It's not your normal affair. My guests come half way around the world. Very often they are on some sort of European tour and let me know they want to stop in Padua. Other times they come specifically to see me and this part of Italy for a longer stay. But that is just the point. The visit is heavily laden with touring on their minds. After all, they are on vacation for a week or more. They have a city, country or all of Europe to discover.
Meanwhile I am settled in this place. I have lived here for over twelve years now, off and on, and the last six have been steady in one city. I have a normal job with hours, clients and basically mandatory vacation time periods, just when the work naturally wanes. Officially I am freelance but it's quite a scam here in Italy--the freelance status, I mean. It's not as "free" as it is designed to be, especially in my field of teaching. (Maybe I'll do a post on it soon?)
This contrast is significant because it creates conflict between their desires and my capabilities.
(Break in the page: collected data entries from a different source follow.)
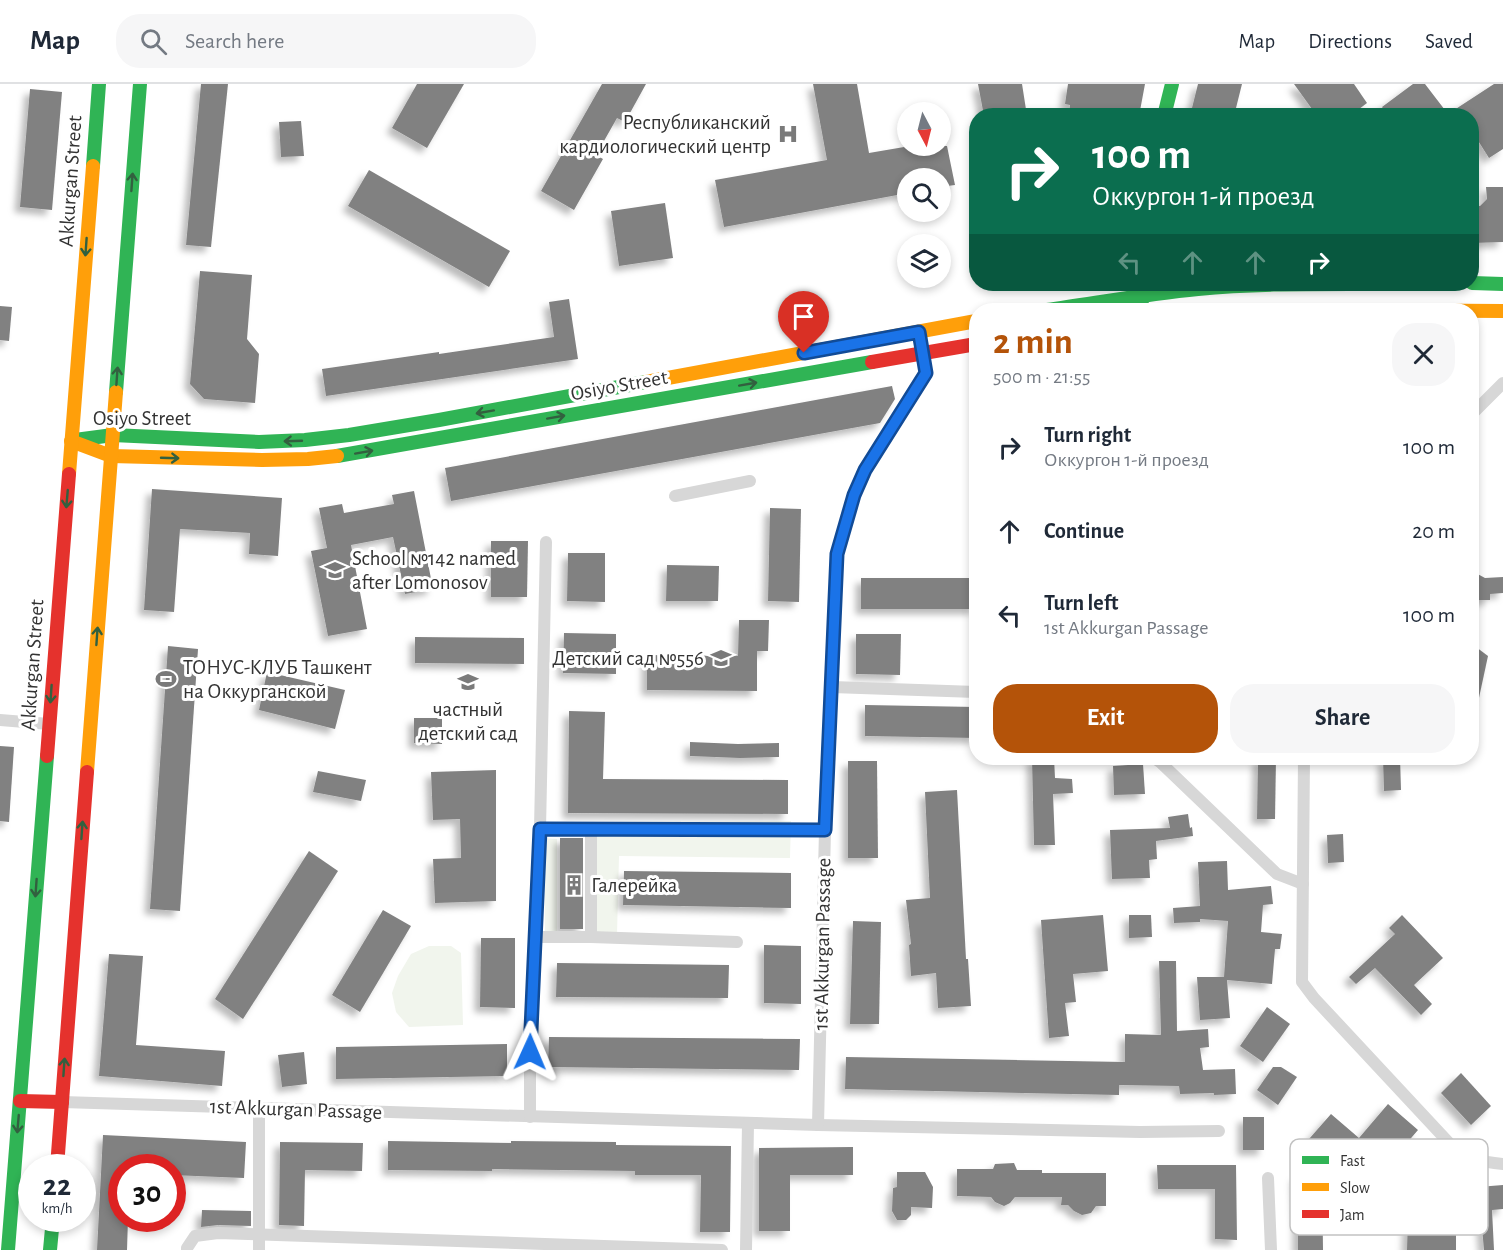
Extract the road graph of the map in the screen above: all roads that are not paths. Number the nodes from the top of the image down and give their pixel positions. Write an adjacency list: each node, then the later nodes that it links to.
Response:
1 (99, 84): 18 (main road, Akkurgan Street, one-way to 18)
2 (140, 84): 17 (main road, one-way to 2)
3 (1172, 84): 4 (main road)
4 (1166, 108)
5 (1479, 284): 6 (main road)
6 (1503, 284)
7 (1136, 291): 8 (main road)
8 (1080, 303)
9 (1479, 311): 10 (main road)
10 (1503, 311)
11 (969, 322): 12 (main road, Osiyo Street)
12 (919, 332): 14 (main road); 17 (main road, Osiyo Street, one-way to 17)
13 (969, 345): 14 (main road, Osiyo Street)
14 (922, 353): 19 (main road, Osiyo Street, one-way to 14); 23 (street, 1st Akkurgan Passage)
15 (1503, 383): 16 (street)
16 (1479, 407)
17 (113, 435): 18 (main road, Osiyo Street); 19 (main road)
18 (71, 441): 19 (main road, Osiyo Street); 26 (main road, Akkurgan Street, one-way to 26)
19 (111, 456): 37 (main road, one-way to 19)
20 (750, 481): 21 (street)
21 (675, 496)
22 (546, 542): 30 (street)
23 (832, 687): 24 (street); 31 (street, 1st Akkurgan Passage)
24 (969, 692)
25 (0, 720): 26 (street)
26 (49, 724): 36 (main road, Akkurgan Street, one-way to 36)
27 (1163, 765): 32 (street)
28 (1304, 765): 32 (street)
29 (591, 828): 30 (street); 31 (street); 34 (street)
30 (540, 829): 33 (street)
31 (825, 830): 41 (street, 1st Akkurgan Passage)
32 (1303, 884): 43 (street)
33 (535, 937): 34 (street); 39 (street)
34 (591, 937): 35 (street)
35 (737, 942)
36 (20, 1101): 37 (main road); 50 (main road, Akkurgan Street, one-way to 50)
37 (62, 1102): 38 (street, 1st Akkurgan Passage); 44 (main road)
38 (259, 1108): 39 (street, 1st Akkurgan Passage); 49 (street)
39 (530, 1117): 40 (street, 1st Akkurgan Passage)
40 (748, 1123): 41 (street, 1st Akkurgan Passage); 55 (street)
41 (818, 1125): 42 (street, 1st Akkurgan Passage)
42 (1219, 1131)
43 (1445, 1139)
44 (58, 1154)
45 (1488, 1163): 46 (street)
46 (1503, 1164)
47 (1268, 1179): 56 (street)
48 (52, 1232): 51 (main road)
49 (259, 1235): 52 (street); 53 (street); 54 (street)
50 (8, 1250)
51 (50, 1250)
52 (187, 1250)
53 (259, 1250)
54 (722, 1250)
55 (746, 1250)
56 (1271, 1250)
Most of the time, I am barely on vacation myself during their stay in Padua. I desperately want to enjoy their company but have the pressures of work, the money loss of not working if I do take off time to be with them, as well as house to cater to and husband to keep in the mix.
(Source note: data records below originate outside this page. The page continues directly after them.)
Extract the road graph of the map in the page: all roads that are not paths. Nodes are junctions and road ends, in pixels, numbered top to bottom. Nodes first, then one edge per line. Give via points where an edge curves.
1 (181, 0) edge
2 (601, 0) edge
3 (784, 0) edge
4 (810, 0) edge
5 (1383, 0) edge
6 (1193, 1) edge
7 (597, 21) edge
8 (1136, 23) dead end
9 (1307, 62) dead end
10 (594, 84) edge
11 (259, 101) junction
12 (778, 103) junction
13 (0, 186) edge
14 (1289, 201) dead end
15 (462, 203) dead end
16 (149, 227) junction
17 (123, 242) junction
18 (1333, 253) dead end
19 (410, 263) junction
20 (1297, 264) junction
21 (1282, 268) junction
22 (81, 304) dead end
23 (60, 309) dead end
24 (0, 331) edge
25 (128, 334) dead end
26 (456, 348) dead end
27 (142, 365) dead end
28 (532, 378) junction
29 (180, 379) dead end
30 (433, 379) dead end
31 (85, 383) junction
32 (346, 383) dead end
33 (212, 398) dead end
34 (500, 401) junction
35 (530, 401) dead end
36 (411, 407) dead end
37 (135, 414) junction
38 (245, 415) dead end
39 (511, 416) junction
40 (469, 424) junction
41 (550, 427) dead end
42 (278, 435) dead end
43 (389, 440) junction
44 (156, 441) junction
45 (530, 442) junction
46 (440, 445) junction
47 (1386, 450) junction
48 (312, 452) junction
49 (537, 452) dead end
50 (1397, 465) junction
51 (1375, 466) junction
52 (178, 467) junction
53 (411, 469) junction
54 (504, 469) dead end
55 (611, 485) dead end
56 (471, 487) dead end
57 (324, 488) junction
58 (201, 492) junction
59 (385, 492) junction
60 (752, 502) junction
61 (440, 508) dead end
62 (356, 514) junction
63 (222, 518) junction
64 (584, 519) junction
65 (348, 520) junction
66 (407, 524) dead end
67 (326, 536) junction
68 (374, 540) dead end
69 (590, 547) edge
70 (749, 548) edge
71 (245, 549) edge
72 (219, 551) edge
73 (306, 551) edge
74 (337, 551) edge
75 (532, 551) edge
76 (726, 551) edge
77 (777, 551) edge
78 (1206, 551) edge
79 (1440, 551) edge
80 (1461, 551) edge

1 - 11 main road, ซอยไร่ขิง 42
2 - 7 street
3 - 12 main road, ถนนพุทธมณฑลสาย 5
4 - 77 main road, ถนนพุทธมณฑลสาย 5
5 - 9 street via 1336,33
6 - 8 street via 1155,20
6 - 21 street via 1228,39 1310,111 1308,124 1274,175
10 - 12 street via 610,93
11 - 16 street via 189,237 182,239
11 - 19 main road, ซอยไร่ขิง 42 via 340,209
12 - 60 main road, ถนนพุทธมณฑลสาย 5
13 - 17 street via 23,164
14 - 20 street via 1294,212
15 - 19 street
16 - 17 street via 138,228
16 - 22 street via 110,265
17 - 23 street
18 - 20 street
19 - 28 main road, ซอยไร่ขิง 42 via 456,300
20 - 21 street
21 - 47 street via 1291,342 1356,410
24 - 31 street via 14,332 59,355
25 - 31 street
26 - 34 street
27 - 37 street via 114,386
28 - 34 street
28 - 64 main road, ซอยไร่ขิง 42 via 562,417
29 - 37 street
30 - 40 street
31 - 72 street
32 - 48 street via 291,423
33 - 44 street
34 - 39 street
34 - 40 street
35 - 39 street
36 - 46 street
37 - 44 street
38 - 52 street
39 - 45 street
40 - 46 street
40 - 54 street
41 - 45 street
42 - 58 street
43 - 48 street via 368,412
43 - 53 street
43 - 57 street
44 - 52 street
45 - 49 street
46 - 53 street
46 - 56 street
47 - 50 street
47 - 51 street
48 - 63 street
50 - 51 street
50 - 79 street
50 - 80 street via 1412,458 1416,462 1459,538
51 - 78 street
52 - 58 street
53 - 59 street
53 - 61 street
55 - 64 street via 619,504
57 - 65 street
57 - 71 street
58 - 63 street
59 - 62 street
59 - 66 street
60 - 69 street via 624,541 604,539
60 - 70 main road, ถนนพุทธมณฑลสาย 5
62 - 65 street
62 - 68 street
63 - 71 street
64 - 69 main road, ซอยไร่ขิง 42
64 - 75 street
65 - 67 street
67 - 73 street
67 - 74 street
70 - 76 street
Every moment weighs heavily as I spend time with these beloved people. We haven't seen each other for between 6 months and 3 years. Everything should be perfect as we spend time together since we haven't seen each other for so long and won't see each other again for quite a while, most likely. Meanwhile I am working...as well as seeing them.
It's out of the question to be in a bad mood or talk poorly about anything. Those words get imprinted forever by these special listeners, who have come from across the ocean.
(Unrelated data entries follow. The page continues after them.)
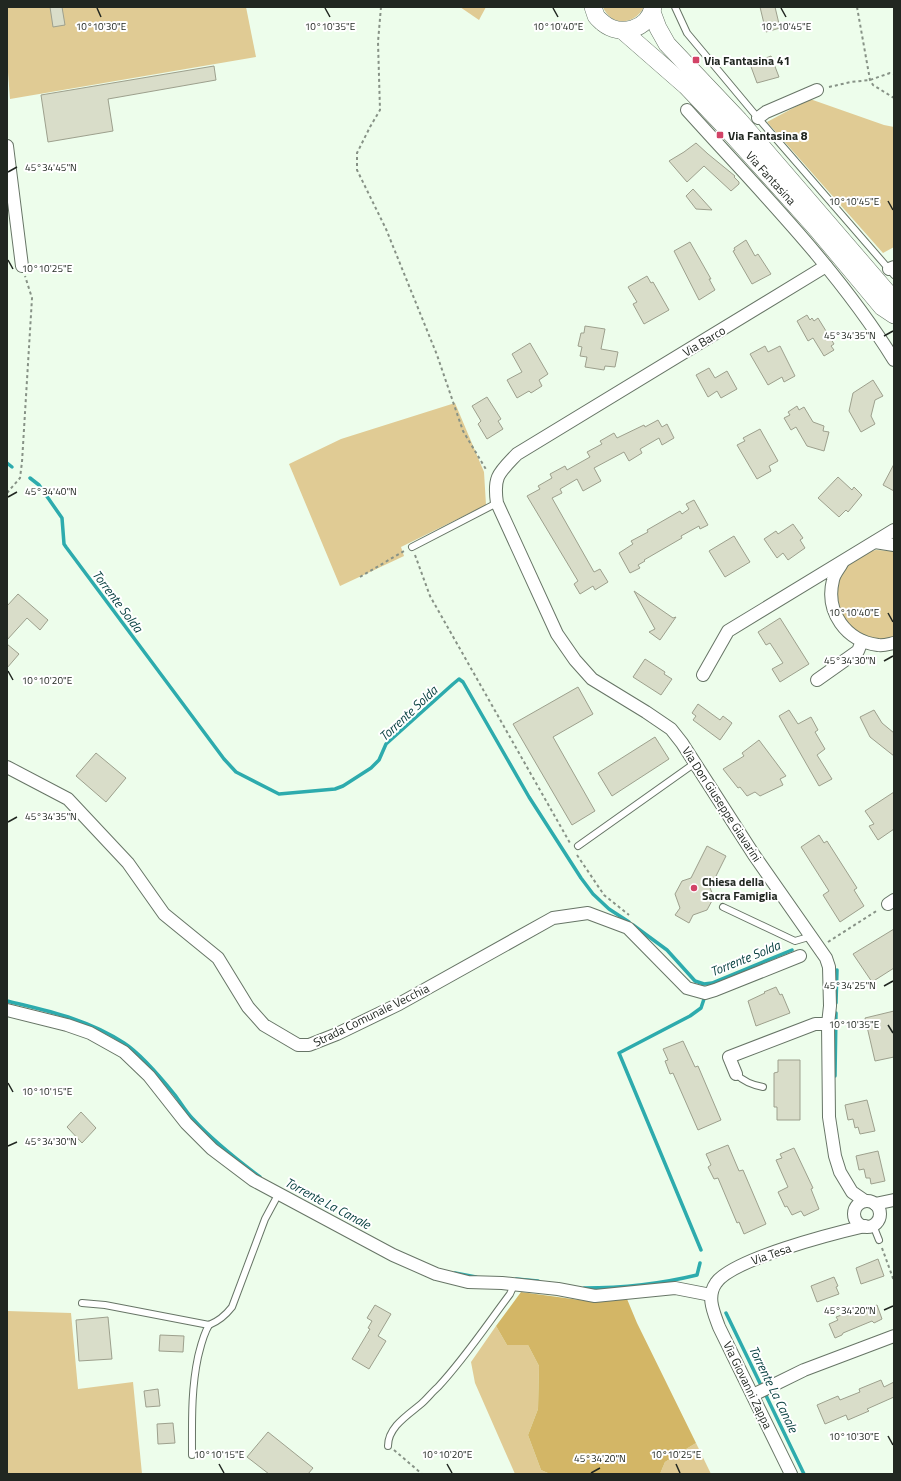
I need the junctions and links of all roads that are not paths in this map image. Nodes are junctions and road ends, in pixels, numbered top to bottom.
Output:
1 (593, 7) edge
2 (675, 7) edge
3 (653, 9) edge
4 (623, 31) junction
5 (817, 90) road end
6 (687, 110) dead end
7 (758, 118) junction
8 (7, 146) edge
9 (22, 266) road end
10 (826, 266) junction
11 (892, 270) edge
12 (894, 300) edge
13 (894, 315) edge
14 (894, 360) edge
15 (495, 488) joint
16 (497, 503) junction
17 (894, 530) edge
18 (875, 542) junction
19 (894, 544) edge
20 (412, 546) road end
21 (842, 562) junction
22 (862, 642) junction
23 (894, 643) edge
24 (703, 675) dead end
25 (817, 680) dead end
26 (695, 763) junction
27 (7, 768) edge
28 (578, 846) dead end
29 (723, 907) dead end
30 (812, 936) junction
31 (800, 956) dead end
32 (7, 1010) edge
33 (828, 1024) junction
34 (736, 1074) joint
35 (763, 1087) dead end
36 (852, 1192) junction
37 (279, 1193) junction
38 (894, 1200) edge
39 (870, 1203) junction
40 (894, 1205) edge
41 (855, 1214) junction
42 (873, 1222) junction
43 (843, 1231) junction
44 (879, 1240) road end
45 (514, 1285) junction
46 (711, 1295) junction
47 (82, 1303) dead end
48 (209, 1325) junction
49 (894, 1336) edge
50 (755, 1395) junction
51 (388, 1446) road end
52 (192, 1455) dead end
53 (791, 1474) edge

1 - 4 street
2 - 7 lane
3 - 4 street
3 - 12 street, Via Fantasina
4 - 13 street, Via Fantasina
5 - 7 street
6 - 10 street
7 - 11 lane
8 - 9 street
10 - 14 street
10 - 15 street, Via Barco
15 - 16 street, Via Don Giuseppe Giavarini
16 - 20 lane
16 - 26 street, Via Don Giuseppe Giavarini
17 - 18 street
18 - 19 street
18 - 21 street
21 - 22 street
21 - 24 street
22 - 23 street
22 - 25 street
26 - 28 lane
26 - 30 street, Via Don Giuseppe Giavarini
27 - 31 street, Strada Comunale Vecchia
29 - 30 lane
30 - 33 street, Via Don Giuseppe Giavarini
32 - 37 street
33 - 34 street
33 - 36 street, Via Don Giuseppe Giavarini
34 - 35 lane
36 - 39 street, Via Don Giuseppe Giavarini
36 - 41 street, Via Don Giuseppe Giavarini
37 - 45 street
37 - 48 lane
38 - 39 street
39 - 41 street
39 - 42 street
40 - 42 street, Via Tesa
41 - 42 street
41 - 43 street
42 - 43 street, Via Tesa
42 - 44 lane
43 - 46 street, Via Tesa
45 - 46 street
45 - 51 lane
46 - 50 street, Via Giovanni Zappa
47 - 48 lane
48 - 52 lane
49 - 50 street
50 - 53 street, Via Giovanni Zappa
I try to be a tour guide. I do love talking about the places I know well. I am even good at it. However it can get tiring. I am often visiting what I have seen many times before. My friends and family rely on me to prepare many, many aspects of their trip. They are often timid about making reservations and plans themselves for fear of a language or cultural problem. Irene can do it so much more easily, right? I usually help, but it goes beyond my normal relationship as friend or family. Since when does an American friend ask you to put together hotel accomodations, tours and travel tips when you want to visit San Francisco or Santa Fe? Can't the guide books help out with 80% of that, if not more? But in a foreign country, these requests just seem normal for the American to ask of me. Meanwhile I haven't visited some of the places on their tour for 5-10 years because they are in distant regions from me in Northeast Italy.
Or then there are those who get the information about possible hotels, for example, and then don't use it. Of course, that's their right but it sure makes my effort feel insignificant and not particularly appreciated.
What bothers me most is the pressure to make everything perfect. I have to be "on" all the time. I wish the visitors could better understand that the imperfections don't have to be indelible. Sometimes, they are just witnessing temporary lapses of an expat that is experiencing her regular life with special guests while their visit may be during the vacation of a lifetime.